▸ **Directions**:
Type out every line of the data again, exactly.

Collected data
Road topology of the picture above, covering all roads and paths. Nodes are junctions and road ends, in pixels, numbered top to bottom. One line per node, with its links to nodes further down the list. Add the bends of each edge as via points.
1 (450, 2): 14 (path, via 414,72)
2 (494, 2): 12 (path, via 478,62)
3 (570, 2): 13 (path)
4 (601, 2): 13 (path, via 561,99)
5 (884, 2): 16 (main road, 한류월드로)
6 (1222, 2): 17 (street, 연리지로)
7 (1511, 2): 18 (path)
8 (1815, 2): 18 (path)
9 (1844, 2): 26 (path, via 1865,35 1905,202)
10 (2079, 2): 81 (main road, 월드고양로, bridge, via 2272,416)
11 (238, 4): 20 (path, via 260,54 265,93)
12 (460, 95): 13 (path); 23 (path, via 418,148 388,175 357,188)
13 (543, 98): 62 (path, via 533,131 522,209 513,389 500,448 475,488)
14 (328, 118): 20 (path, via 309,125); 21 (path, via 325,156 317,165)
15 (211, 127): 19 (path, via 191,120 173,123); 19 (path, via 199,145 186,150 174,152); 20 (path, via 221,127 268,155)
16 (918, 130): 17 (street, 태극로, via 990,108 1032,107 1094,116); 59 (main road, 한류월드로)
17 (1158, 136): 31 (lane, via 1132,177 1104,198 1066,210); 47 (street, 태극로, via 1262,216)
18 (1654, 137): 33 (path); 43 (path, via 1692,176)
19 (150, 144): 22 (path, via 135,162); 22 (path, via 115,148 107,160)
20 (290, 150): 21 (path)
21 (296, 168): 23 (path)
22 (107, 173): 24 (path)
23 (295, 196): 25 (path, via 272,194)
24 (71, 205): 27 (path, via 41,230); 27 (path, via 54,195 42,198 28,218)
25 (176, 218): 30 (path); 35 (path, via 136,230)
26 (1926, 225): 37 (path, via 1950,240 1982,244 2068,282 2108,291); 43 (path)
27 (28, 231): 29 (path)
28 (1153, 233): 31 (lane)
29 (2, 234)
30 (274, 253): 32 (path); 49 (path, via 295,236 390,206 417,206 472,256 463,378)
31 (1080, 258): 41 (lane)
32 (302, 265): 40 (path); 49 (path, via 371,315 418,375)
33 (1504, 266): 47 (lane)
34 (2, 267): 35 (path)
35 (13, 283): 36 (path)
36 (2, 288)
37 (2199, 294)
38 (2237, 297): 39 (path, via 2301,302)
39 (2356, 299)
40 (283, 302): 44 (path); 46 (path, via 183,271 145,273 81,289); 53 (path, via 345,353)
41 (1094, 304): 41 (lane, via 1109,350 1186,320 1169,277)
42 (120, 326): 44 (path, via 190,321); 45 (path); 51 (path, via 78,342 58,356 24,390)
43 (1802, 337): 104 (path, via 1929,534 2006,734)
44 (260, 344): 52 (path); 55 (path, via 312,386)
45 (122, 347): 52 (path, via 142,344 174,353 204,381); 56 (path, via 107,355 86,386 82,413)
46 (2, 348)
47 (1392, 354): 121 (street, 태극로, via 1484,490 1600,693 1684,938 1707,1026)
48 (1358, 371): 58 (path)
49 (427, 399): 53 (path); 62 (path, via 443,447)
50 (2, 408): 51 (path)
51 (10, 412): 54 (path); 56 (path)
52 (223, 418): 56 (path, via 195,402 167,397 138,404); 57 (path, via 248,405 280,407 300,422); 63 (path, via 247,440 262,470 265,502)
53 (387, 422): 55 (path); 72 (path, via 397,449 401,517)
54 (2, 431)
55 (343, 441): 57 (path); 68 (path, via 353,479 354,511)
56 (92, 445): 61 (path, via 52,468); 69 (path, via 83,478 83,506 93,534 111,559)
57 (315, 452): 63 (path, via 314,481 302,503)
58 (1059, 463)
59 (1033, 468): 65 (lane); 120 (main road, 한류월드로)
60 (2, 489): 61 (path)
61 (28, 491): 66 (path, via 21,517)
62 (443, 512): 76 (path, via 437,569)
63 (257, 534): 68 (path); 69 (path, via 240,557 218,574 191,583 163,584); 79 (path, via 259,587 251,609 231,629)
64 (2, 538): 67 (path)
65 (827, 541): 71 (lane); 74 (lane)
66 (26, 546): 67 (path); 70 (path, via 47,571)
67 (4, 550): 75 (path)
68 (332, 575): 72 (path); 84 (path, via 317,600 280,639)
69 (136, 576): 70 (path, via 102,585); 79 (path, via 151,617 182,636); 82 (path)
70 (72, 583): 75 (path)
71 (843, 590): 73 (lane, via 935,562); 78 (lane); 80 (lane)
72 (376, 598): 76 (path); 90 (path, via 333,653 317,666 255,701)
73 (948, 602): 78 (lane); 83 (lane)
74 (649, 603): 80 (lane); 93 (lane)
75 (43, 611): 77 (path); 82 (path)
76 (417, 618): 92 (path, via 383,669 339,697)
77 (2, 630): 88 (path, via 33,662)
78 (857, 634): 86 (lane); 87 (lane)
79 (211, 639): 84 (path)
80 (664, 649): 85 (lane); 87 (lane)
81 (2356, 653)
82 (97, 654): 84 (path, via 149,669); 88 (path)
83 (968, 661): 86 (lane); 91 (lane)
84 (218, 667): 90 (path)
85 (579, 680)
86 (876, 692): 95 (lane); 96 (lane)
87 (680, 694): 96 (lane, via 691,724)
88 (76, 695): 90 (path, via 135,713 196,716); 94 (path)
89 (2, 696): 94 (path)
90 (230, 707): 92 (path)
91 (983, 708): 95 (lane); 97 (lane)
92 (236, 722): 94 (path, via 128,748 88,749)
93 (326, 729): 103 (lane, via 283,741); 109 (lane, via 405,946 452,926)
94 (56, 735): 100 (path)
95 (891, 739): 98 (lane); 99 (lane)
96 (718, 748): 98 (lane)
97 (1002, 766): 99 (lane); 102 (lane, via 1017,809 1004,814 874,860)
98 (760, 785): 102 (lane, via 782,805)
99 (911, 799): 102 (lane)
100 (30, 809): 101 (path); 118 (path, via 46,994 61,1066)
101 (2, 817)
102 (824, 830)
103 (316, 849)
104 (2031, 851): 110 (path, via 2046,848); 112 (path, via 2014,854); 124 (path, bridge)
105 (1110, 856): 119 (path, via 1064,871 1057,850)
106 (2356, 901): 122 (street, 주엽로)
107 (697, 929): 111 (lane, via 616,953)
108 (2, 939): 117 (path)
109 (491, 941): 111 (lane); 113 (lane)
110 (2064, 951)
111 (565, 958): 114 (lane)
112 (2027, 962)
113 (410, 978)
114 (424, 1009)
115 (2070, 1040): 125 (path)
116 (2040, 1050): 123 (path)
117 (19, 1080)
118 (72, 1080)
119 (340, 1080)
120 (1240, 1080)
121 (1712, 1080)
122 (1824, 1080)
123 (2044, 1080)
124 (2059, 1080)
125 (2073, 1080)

▸ **Solution to the problem**:
Road topology of the picture above, covering all roads and paths. Nodes are junctions and road ends, in pixels, numbered top to bottom. One line per node, with its links to nodes further down the list. Add the bends of each edge as via points.
1 (450, 2): 14 (path, via 414,72)
2 (494, 2): 12 (path, via 478,62)
3 (570, 2): 13 (path)
4 (601, 2): 13 (path, via 561,99)
5 (884, 2): 16 (main road, 한류월드로)
6 (1222, 2): 17 (street, 연리지로)
7 (1511, 2): 18 (path)
8 (1815, 2): 18 (path)
9 (1844, 2): 26 (path, via 1865,35 1905,202)
10 (2079, 2): 81 (main road, 월드고양로, bridge, via 2272,416)
11 (238, 4): 20 (path, via 260,54 265,93)
12 (460, 95): 13 (path); 23 (path, via 418,148 388,175 357,188)
13 (543, 98): 62 (path, via 533,131 522,209 513,389 500,448 475,488)
14 (328, 118): 20 (path, via 309,125); 21 (path, via 325,156 317,165)
15 (211, 127): 19 (path, via 191,120 173,123); 19 (path, via 199,145 186,150 174,152); 20 (path, via 221,127 268,155)
16 (918, 130): 17 (street, 태극로, via 990,108 1032,107 1094,116); 59 (main road, 한류월드로)
17 (1158, 136): 31 (lane, via 1132,177 1104,198 1066,210); 47 (street, 태극로, via 1262,216)
18 (1654, 137): 33 (path); 43 (path, via 1692,176)
19 (150, 144): 22 (path, via 135,162); 22 (path, via 115,148 107,160)
20 (290, 150): 21 (path)
21 (296, 168): 23 (path)
22 (107, 173): 24 (path)
23 (295, 196): 25 (path, via 272,194)
24 (71, 205): 27 (path, via 41,230); 27 (path, via 54,195 42,198 28,218)
25 (176, 218): 30 (path); 35 (path, via 136,230)
26 (1926, 225): 37 (path, via 1950,240 1982,244 2068,282 2108,291); 43 (path)
27 (28, 231): 29 (path)
28 (1153, 233): 31 (lane)
29 (2, 234)
30 (274, 253): 32 (path); 49 (path, via 295,236 390,206 417,206 472,256 463,378)
31 (1080, 258): 41 (lane)
32 (302, 265): 40 (path); 49 (path, via 371,315 418,375)
33 (1504, 266): 47 (lane)
34 (2, 267): 35 (path)
35 (13, 283): 36 (path)
36 (2, 288)
37 (2199, 294)
38 (2237, 297): 39 (path, via 2301,302)
39 (2356, 299)
40 (283, 302): 44 (path); 46 (path, via 183,271 145,273 81,289); 53 (path, via 345,353)
41 (1094, 304): 41 (lane, via 1109,350 1186,320 1169,277)
42 (120, 326): 44 (path, via 190,321); 45 (path); 51 (path, via 78,342 58,356 24,390)
43 (1802, 337): 104 (path, via 1929,534 2006,734)
44 (260, 344): 52 (path); 55 (path, via 312,386)
45 (122, 347): 52 (path, via 142,344 174,353 204,381); 56 (path, via 107,355 86,386 82,413)
46 (2, 348)
47 (1392, 354): 121 (street, 태극로, via 1484,490 1600,693 1684,938 1707,1026)
48 (1358, 371): 58 (path)
49 (427, 399): 53 (path); 62 (path, via 443,447)
50 (2, 408): 51 (path)
51 (10, 412): 54 (path); 56 (path)
52 (223, 418): 56 (path, via 195,402 167,397 138,404); 57 (path, via 248,405 280,407 300,422); 63 (path, via 247,440 262,470 265,502)
53 (387, 422): 55 (path); 72 (path, via 397,449 401,517)
54 (2, 431)
55 (343, 441): 57 (path); 68 (path, via 353,479 354,511)
56 (92, 445): 61 (path, via 52,468); 69 (path, via 83,478 83,506 93,534 111,559)
57 (315, 452): 63 (path, via 314,481 302,503)
58 (1059, 463)
59 (1033, 468): 65 (lane); 120 (main road, 한류월드로)
60 (2, 489): 61 (path)
61 (28, 491): 66 (path, via 21,517)
62 (443, 512): 76 (path, via 437,569)
63 (257, 534): 68 (path); 69 (path, via 240,557 218,574 191,583 163,584); 79 (path, via 259,587 251,609 231,629)
64 (2, 538): 67 (path)
65 (827, 541): 71 (lane); 74 (lane)
66 (26, 546): 67 (path); 70 (path, via 47,571)
67 (4, 550): 75 (path)
68 (332, 575): 72 (path); 84 (path, via 317,600 280,639)
69 (136, 576): 70 (path, via 102,585); 79 (path, via 151,617 182,636); 82 (path)
70 (72, 583): 75 (path)
71 (843, 590): 73 (lane, via 935,562); 78 (lane); 80 (lane)
72 (376, 598): 76 (path); 90 (path, via 333,653 317,666 255,701)
73 (948, 602): 78 (lane); 83 (lane)
74 (649, 603): 80 (lane); 93 (lane)
75 (43, 611): 77 (path); 82 (path)
76 (417, 618): 92 (path, via 383,669 339,697)
77 (2, 630): 88 (path, via 33,662)
78 (857, 634): 86 (lane); 87 (lane)
79 (211, 639): 84 (path)
80 (664, 649): 85 (lane); 87 (lane)
81 (2356, 653)
82 (97, 654): 84 (path, via 149,669); 88 (path)
83 (968, 661): 86 (lane); 91 (lane)
84 (218, 667): 90 (path)
85 (579, 680)
86 (876, 692): 95 (lane); 96 (lane)
87 (680, 694): 96 (lane, via 691,724)
88 (76, 695): 90 (path, via 135,713 196,716); 94 (path)
89 (2, 696): 94 (path)
90 (230, 707): 92 (path)
91 (983, 708): 95 (lane); 97 (lane)
92 (236, 722): 94 (path, via 128,748 88,749)
93 (326, 729): 103 (lane, via 283,741); 109 (lane, via 405,946 452,926)
94 (56, 735): 100 (path)
95 (891, 739): 98 (lane); 99 (lane)
96 (718, 748): 98 (lane)
97 (1002, 766): 99 (lane); 102 (lane, via 1017,809 1004,814 874,860)
98 (760, 785): 102 (lane, via 782,805)
99 (911, 799): 102 (lane)
100 (30, 809): 101 (path); 118 (path, via 46,994 61,1066)
101 (2, 817)
102 (824, 830)
103 (316, 849)
104 (2031, 851): 110 (path, via 2046,848); 112 (path, via 2014,854); 124 (path, bridge)
105 (1110, 856): 119 (path, via 1064,871 1057,850)
106 (2356, 901): 122 (street, 주엽로)
107 (697, 929): 111 (lane, via 616,953)
108 (2, 939): 117 (path)
109 (491, 941): 111 (lane); 113 (lane)
110 (2064, 951)
111 (565, 958): 114 (lane)
112 (2027, 962)
113 (410, 978)
114 (424, 1009)
115 (2070, 1040): 125 (path)
116 (2040, 1050): 123 (path)
117 (19, 1080)
118 (72, 1080)
119 (340, 1080)
120 (1240, 1080)
121 (1712, 1080)
122 (1824, 1080)
123 (2044, 1080)
124 (2059, 1080)
125 (2073, 1080)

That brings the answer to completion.